Auch fünf Jahre nach dem Schulmassaker sind noch immer 26 Schüler des Erfurter Gutenberg-Gymnasiums in ärztlicher Behandlung. Mit einem eindringlichen Appell erinnerte Schulleiterin Christiane Alt an die Opfer des Amoklaufs.

Fünf Jahre nach dem Amoklauf am Erfurter Gutenberg-Gymnasium haben rund 1000 Menschen der Opfer gedacht. Schulleiterin Christiane Alt erinnerte vor dem Gebäude an die zwölf Lehrer, zwei Schüler, die Schulsekretärin und einen Polizisten, die der 19-jährige ehemalige Schüler Robert Steinhäuser am 26. April 2002 tötete, bevor er sich selbst erschoss. Noch immer sind laut einem Bericht des Nachrichtenmagazins "Focus" 26 Opfer in psychologischer Behandlung. Bisher habe die Thüringer Unfallkasse rund 4,7 Millionen Euro ausgegeben. Die Schule wurde nach dem Blutbad mit zehn Millionen Euro vom Bund renoviert.

Viele Lehrer und Schüler waren tief bewegt

Die Gedenkveranstaltung begann um 10.45 Uhr begonnen - zu der Zeit, als die ersten Schüsse fielen. Viele Lehrer und Schüler, die das Geschehen hautnah erlebten, waren tief bewegt, als die Schulleiterin ihre Verbundenheit mit den Opfern sinnloser Gewalt zum Ausdruck brachte. Angesichts des jüngsten Amoklaufs von Blacksburg äußerte sie ihr Entsetzen und Mitgefühl für die Angehörigen. Alt wandte sich direkt an die Abiturienten und sagte: "Werden Sie liebevolle, wachsame Eltern! Engagieren Sie sich, helfen Sie mit, dass Eltern ihre Kinder angstfrei in die Schule schicken können, ohne fürchten zu müssen, dass sie ihr Leben verlieren."
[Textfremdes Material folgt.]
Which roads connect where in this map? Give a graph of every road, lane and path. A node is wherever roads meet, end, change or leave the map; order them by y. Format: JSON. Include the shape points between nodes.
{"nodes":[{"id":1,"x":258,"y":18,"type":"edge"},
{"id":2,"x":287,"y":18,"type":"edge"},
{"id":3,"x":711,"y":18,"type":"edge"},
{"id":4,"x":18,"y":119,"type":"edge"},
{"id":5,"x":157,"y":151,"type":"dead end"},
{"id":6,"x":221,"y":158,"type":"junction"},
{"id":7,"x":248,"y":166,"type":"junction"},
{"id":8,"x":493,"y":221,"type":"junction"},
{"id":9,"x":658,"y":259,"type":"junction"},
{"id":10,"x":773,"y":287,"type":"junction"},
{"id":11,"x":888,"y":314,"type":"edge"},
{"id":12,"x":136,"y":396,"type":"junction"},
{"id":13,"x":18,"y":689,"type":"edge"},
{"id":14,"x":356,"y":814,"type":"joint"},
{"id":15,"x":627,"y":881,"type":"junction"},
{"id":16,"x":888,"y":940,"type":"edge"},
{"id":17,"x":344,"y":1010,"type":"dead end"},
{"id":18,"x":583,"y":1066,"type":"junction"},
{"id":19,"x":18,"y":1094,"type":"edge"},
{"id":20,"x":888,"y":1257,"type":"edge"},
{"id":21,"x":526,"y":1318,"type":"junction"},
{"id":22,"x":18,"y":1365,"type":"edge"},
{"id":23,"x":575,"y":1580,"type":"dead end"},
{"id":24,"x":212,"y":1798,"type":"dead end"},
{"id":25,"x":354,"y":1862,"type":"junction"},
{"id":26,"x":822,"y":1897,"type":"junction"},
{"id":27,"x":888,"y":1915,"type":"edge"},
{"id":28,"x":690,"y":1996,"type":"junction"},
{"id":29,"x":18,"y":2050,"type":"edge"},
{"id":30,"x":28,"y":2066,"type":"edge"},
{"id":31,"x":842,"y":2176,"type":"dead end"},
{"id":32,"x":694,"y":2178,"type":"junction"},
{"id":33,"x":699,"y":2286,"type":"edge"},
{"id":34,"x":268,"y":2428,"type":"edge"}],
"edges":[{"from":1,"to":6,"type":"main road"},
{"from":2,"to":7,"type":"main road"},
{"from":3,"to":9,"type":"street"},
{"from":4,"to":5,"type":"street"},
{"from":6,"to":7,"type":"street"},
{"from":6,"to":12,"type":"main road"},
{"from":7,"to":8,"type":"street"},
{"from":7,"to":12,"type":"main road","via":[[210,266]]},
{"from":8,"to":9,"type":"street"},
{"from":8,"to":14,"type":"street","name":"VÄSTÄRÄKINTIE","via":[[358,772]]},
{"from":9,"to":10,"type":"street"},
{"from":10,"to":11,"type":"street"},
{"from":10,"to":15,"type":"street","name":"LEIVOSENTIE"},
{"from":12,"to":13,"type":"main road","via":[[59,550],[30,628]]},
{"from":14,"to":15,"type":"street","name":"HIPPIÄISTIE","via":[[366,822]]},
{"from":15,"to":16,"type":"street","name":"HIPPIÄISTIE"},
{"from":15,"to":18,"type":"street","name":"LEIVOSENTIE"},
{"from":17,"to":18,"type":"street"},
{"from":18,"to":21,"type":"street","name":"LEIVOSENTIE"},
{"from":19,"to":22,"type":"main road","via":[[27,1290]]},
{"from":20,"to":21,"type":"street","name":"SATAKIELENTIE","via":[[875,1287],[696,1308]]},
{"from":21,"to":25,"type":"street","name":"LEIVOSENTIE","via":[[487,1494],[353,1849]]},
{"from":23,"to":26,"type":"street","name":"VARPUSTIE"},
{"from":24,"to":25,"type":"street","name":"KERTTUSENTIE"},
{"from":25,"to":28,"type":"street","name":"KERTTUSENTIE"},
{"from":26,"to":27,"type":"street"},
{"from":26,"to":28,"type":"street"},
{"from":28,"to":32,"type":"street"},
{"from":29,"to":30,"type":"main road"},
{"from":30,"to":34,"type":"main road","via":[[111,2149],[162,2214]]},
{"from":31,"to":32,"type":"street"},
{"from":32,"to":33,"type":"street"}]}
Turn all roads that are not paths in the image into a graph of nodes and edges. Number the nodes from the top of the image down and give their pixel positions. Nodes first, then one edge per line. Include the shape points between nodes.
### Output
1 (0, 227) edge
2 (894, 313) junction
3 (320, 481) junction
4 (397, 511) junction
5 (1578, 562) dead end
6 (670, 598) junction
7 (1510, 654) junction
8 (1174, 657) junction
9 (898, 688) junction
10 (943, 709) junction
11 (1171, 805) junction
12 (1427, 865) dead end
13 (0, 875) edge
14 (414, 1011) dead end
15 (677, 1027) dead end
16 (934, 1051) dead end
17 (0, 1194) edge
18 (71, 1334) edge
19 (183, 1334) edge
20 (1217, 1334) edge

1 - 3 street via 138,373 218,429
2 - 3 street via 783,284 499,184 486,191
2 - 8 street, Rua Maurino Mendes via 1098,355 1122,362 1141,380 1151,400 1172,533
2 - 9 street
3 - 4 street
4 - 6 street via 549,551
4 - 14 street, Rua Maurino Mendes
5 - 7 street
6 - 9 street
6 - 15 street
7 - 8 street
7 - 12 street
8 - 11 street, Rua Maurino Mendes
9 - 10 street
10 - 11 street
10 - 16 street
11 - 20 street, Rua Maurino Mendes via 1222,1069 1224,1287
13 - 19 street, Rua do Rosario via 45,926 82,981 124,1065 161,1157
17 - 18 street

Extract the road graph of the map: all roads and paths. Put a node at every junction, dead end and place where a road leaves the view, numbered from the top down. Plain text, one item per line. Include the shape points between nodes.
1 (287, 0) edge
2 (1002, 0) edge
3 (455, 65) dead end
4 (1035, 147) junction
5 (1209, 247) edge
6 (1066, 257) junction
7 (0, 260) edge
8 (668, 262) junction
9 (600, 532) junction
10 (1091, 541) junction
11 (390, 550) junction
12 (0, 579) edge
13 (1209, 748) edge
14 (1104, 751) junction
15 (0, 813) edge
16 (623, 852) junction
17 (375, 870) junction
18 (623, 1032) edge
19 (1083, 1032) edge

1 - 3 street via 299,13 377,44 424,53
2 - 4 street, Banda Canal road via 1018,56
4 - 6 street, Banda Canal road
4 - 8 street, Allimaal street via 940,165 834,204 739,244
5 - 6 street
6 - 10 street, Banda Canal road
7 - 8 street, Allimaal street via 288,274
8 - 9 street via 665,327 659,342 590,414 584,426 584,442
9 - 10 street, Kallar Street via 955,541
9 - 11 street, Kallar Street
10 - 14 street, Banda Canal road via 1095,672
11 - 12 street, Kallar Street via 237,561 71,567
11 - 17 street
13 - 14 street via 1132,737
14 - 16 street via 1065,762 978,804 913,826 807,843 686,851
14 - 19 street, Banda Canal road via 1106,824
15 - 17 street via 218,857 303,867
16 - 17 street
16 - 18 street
Nach einer Schweigeminute für alle Opfer von Gewalt legten Schüler und Lehrer Blumen vor der Gedenktafel nieder. In den Fenstern, an denen Schüler am 26. April in ihrer Todesangst Zettel mit der Aufschrift "Hilfe!" anbrachten, waren die Worte zu lesen: "Wir gedenken". Zum Jahrestag des Amoklaufs hatten Politiker, Kirchenvertreter und Verbände weitere Konsequenzen gefordert. Der Deutsche Lehrerverband kritisierte die nach seiner Ansicht voranschreitende Verherrlichung von Gewalt in den Medien.

Verbandspräsident Josef Kraus forderte einen Anti-Gewalt-Gipfel auf höchster Ebene wie 1993. Alle damaligen Überlegungen seien im Sande verlaufen, kritisierte er. Seither seien 20 Menschen in deutschen Schulen gewaltsam ums Leben gekommen. Politik, Medien, Jugendarbeit und Elternhäuser müssten für ein Frühwarnsystem sorgen. Die Heranwachsenden seien in Videos, Computerspielen und im Fernsehen einem Bombardement an Gewalt ausgesetzt, dessen Wirkungen unterschätzt würden.

Der Landesbischof der Evangelisch-Lutherischen Kirche, Christoph Kähler, forderte den Ausbau eines Netzes von Schulpsychologen und Schulsozialarbeitern. Der Erfurter Oberbürgermeister Andreas Bausewein sagte, es müsse mehr getan werden, damit Schüler lernten, Konflikte gewaltfrei zu bewältigen.